(Items listed in a dataset)
┌────────

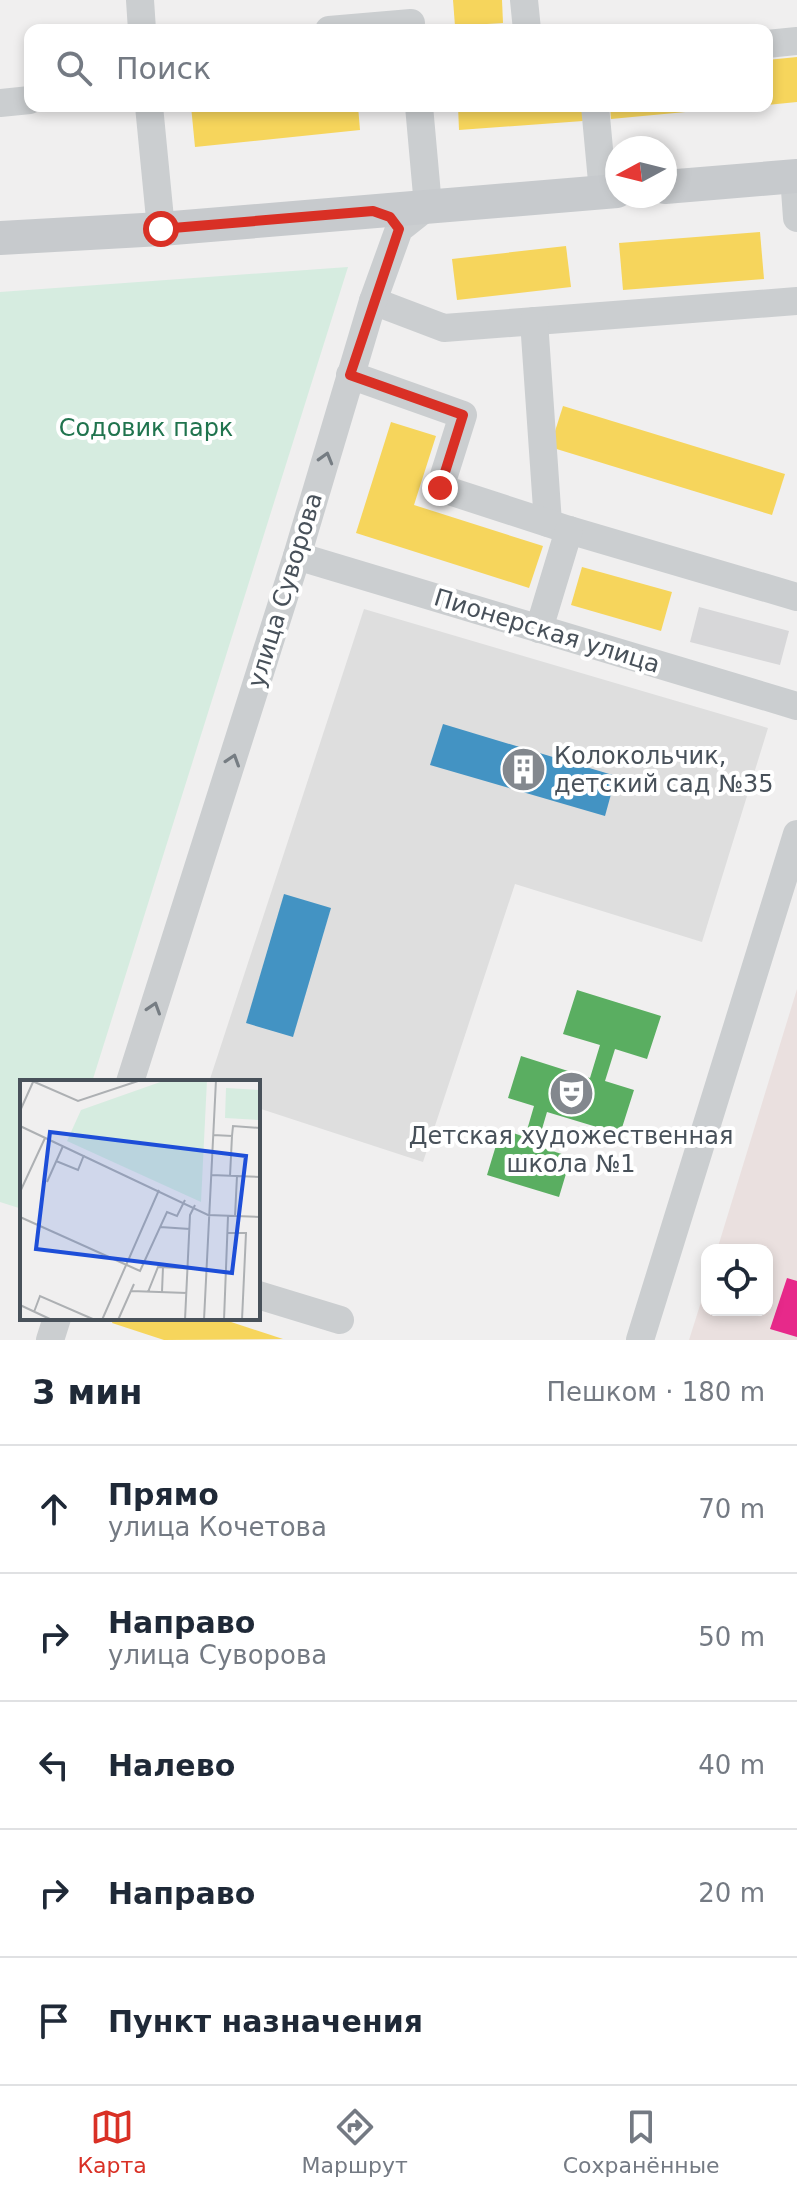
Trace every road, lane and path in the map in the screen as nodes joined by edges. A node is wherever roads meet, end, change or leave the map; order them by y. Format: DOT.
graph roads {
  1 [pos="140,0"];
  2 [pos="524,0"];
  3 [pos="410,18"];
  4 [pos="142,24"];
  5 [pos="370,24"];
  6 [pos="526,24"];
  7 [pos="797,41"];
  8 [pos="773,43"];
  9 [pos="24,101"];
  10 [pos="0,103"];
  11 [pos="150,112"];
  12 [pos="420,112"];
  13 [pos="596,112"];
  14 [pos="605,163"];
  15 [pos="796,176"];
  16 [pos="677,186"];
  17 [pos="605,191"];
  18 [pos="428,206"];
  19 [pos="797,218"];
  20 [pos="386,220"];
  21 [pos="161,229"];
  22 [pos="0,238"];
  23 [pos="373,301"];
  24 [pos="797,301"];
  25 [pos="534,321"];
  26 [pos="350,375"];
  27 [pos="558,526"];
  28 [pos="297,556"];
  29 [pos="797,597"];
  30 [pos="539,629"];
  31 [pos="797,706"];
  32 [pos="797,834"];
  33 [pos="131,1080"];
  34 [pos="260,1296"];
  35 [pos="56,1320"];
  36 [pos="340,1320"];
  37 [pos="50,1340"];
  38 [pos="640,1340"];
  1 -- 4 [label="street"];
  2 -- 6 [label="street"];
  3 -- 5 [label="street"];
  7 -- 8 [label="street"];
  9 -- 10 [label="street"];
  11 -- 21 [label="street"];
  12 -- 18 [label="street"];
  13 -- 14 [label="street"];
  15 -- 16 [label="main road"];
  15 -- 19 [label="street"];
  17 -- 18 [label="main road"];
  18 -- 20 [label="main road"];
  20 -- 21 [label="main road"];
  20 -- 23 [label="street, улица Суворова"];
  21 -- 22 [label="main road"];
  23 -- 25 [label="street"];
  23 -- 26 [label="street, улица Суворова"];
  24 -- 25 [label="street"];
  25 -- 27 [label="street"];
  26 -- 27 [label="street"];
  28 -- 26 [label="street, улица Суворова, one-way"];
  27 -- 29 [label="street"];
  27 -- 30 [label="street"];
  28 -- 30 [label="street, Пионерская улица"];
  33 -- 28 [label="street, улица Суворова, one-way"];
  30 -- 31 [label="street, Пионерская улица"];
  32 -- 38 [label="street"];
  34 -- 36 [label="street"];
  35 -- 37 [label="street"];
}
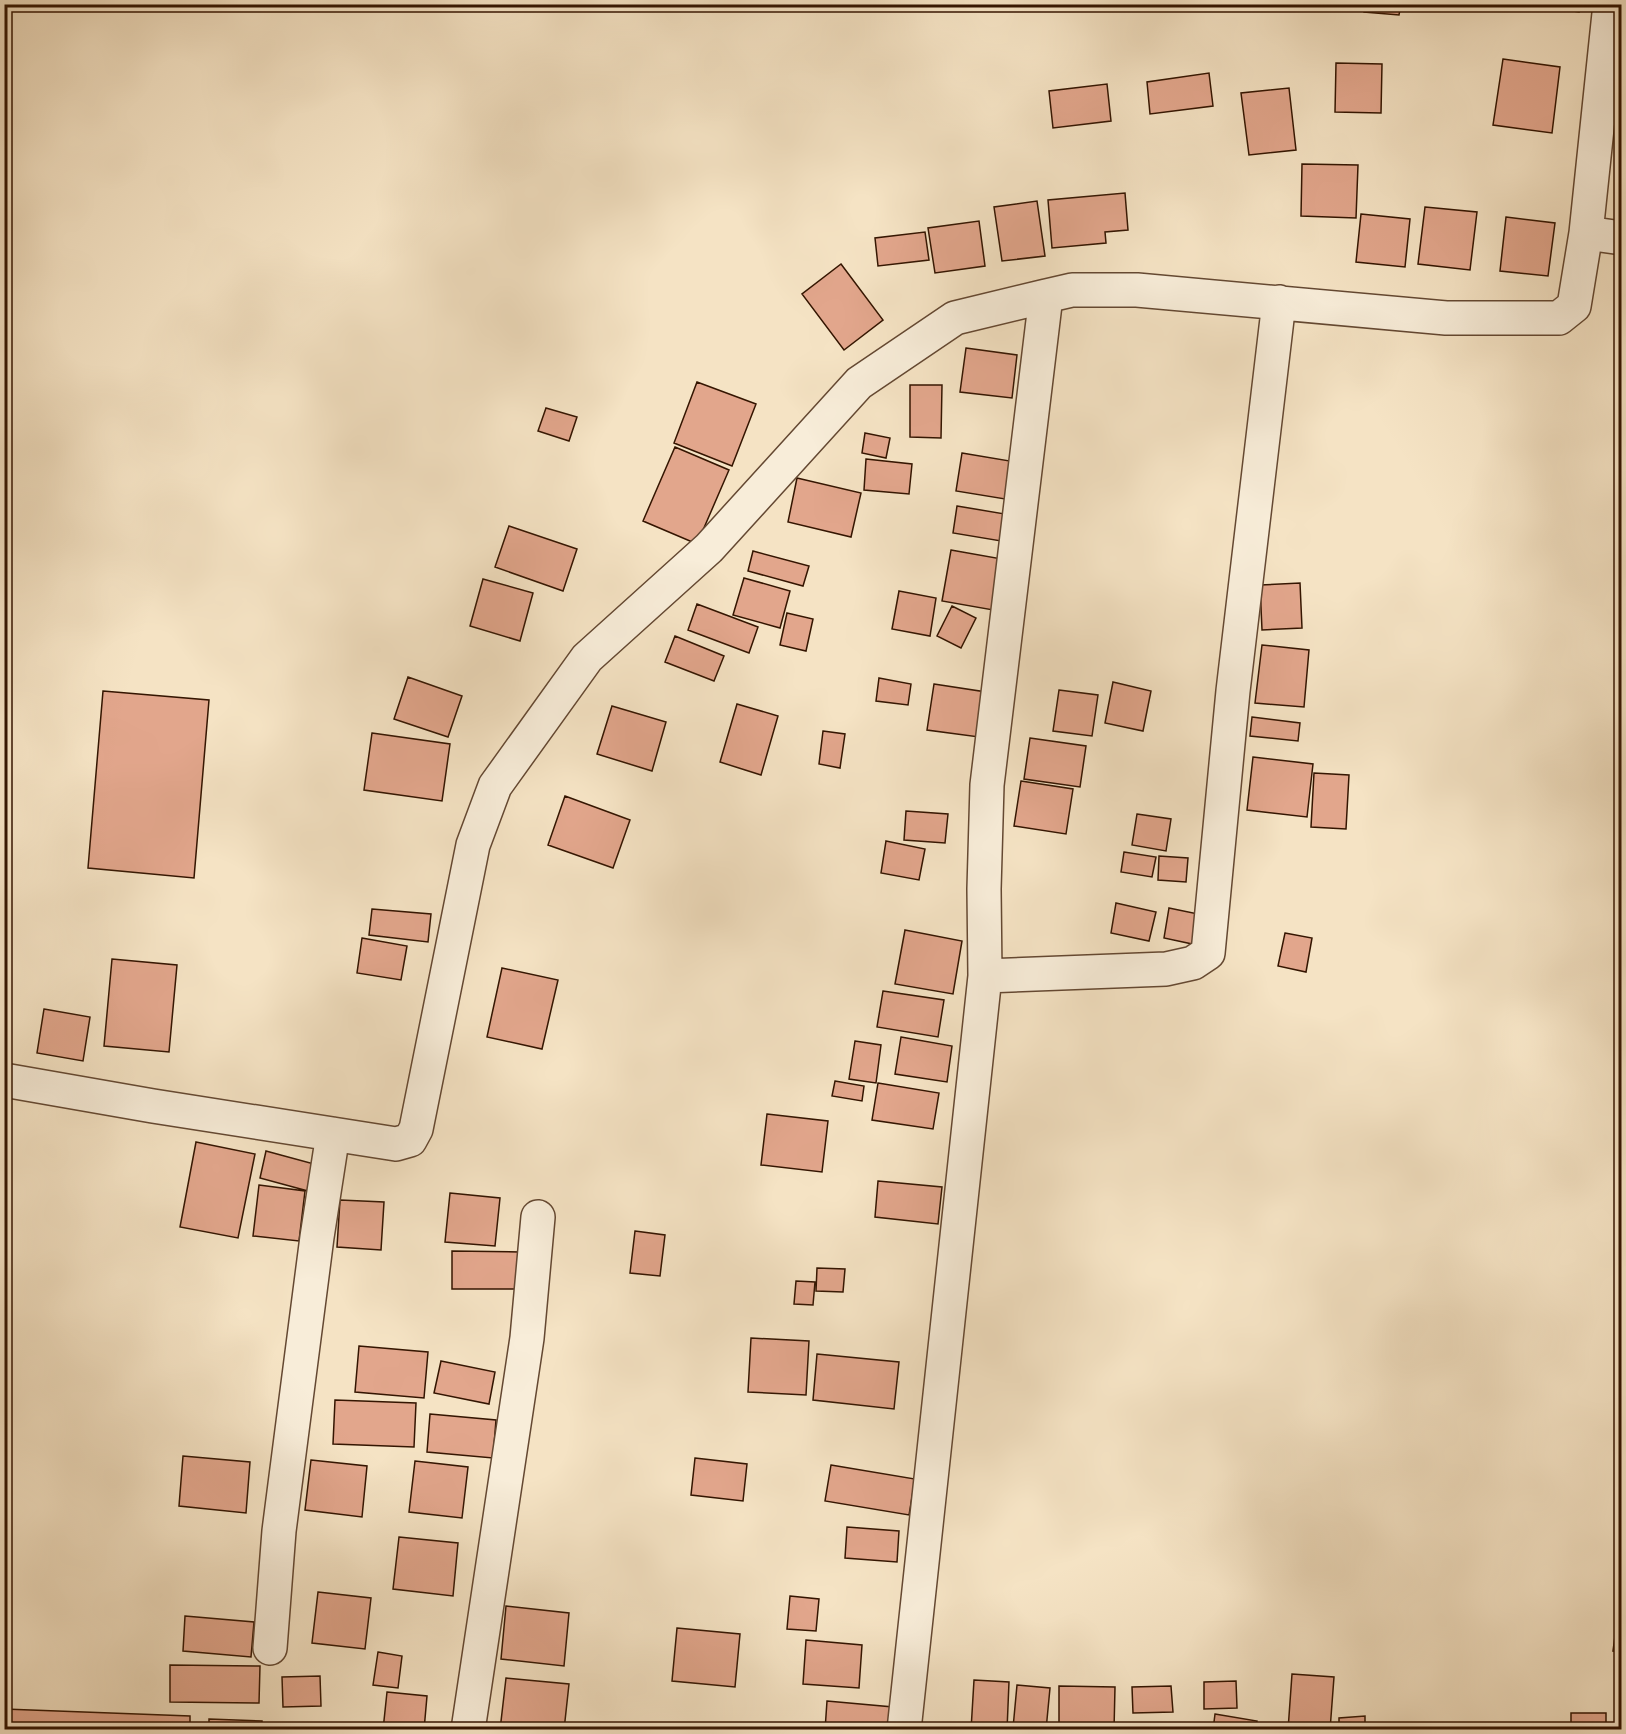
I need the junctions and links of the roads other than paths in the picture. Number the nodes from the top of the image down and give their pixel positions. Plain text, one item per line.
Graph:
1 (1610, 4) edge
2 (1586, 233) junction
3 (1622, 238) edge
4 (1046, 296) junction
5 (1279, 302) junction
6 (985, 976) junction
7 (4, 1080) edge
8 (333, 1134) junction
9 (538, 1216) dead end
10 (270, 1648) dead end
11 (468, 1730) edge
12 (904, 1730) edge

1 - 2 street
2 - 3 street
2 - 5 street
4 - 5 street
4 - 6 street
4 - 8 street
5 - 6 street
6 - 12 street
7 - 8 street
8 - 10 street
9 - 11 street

└────────

Give back all of the entries verbatim, but without pictures.

Trace every road, lane and path in the map in the screen as nodes joined by edges. A node is wherever roads meet, end, change or leave the map; order them by y. Format: DOT.
graph roads {
  1 [pos="140,0"];
  2 [pos="524,0"];
  3 [pos="410,18"];
  4 [pos="142,24"];
  5 [pos="370,24"];
  6 [pos="526,24"];
  7 [pos="797,41"];
  8 [pos="773,43"];
  9 [pos="24,101"];
  10 [pos="0,103"];
  11 [pos="150,112"];
  12 [pos="420,112"];
  13 [pos="596,112"];
  14 [pos="605,163"];
  15 [pos="796,176"];
  16 [pos="677,186"];
  17 [pos="605,191"];
  18 [pos="428,206"];
  19 [pos="797,218"];
  20 [pos="386,220"];
  21 [pos="161,229"];
  22 [pos="0,238"];
  23 [pos="373,301"];
  24 [pos="797,301"];
  25 [pos="534,321"];
  26 [pos="350,375"];
  27 [pos="558,526"];
  28 [pos="297,556"];
  29 [pos="797,597"];
  30 [pos="539,629"];
  31 [pos="797,706"];
  32 [pos="797,834"];
  33 [pos="131,1080"];
  34 [pos="260,1296"];
  35 [pos="56,1320"];
  36 [pos="340,1320"];
  37 [pos="50,1340"];
  38 [pos="640,1340"];
  1 -- 4 [label="street"];
  2 -- 6 [label="street"];
  3 -- 5 [label="street"];
  7 -- 8 [label="street"];
  9 -- 10 [label="street"];
  11 -- 21 [label="street"];
  12 -- 18 [label="street"];
  13 -- 14 [label="street"];
  15 -- 16 [label="main road"];
  15 -- 19 [label="street"];
  17 -- 18 [label="main road"];
  18 -- 20 [label="main road"];
  20 -- 21 [label="main road"];
  20 -- 23 [label="street, улица Суворова"];
  21 -- 22 [label="main road"];
  23 -- 25 [label="street"];
  23 -- 26 [label="street, улица Суворова"];
  24 -- 25 [label="street"];
  25 -- 27 [label="street"];
  26 -- 27 [label="street"];
  28 -- 26 [label="street, улица Суворова, one-way"];
  27 -- 29 [label="street"];
  27 -- 30 [label="street"];
  28 -- 30 [label="street, Пионерская улица"];
  33 -- 28 [label="street, улица Суворова, one-way"];
  30 -- 31 [label="street, Пионерская улица"];
  32 -- 38 [label="street"];
  34 -- 36 [label="street"];
  35 -- 37 [label="street"];
}
I need the junctions and links of the roads other than paths in the picture. Number the nodes from the top of the image down and give their pixel positions. Plain text, one item per line.
Graph:
1 (1610, 4) edge
2 (1586, 233) junction
3 (1622, 238) edge
4 (1046, 296) junction
5 (1279, 302) junction
6 (985, 976) junction
7 (4, 1080) edge
8 (333, 1134) junction
9 (538, 1216) dead end
10 (270, 1648) dead end
11 (468, 1730) edge
12 (904, 1730) edge

1 - 2 street
2 - 3 street
2 - 5 street
4 - 5 street
4 - 6 street
4 - 8 street
5 - 6 street
6 - 12 street
7 - 8 street
8 - 10 street
9 - 11 street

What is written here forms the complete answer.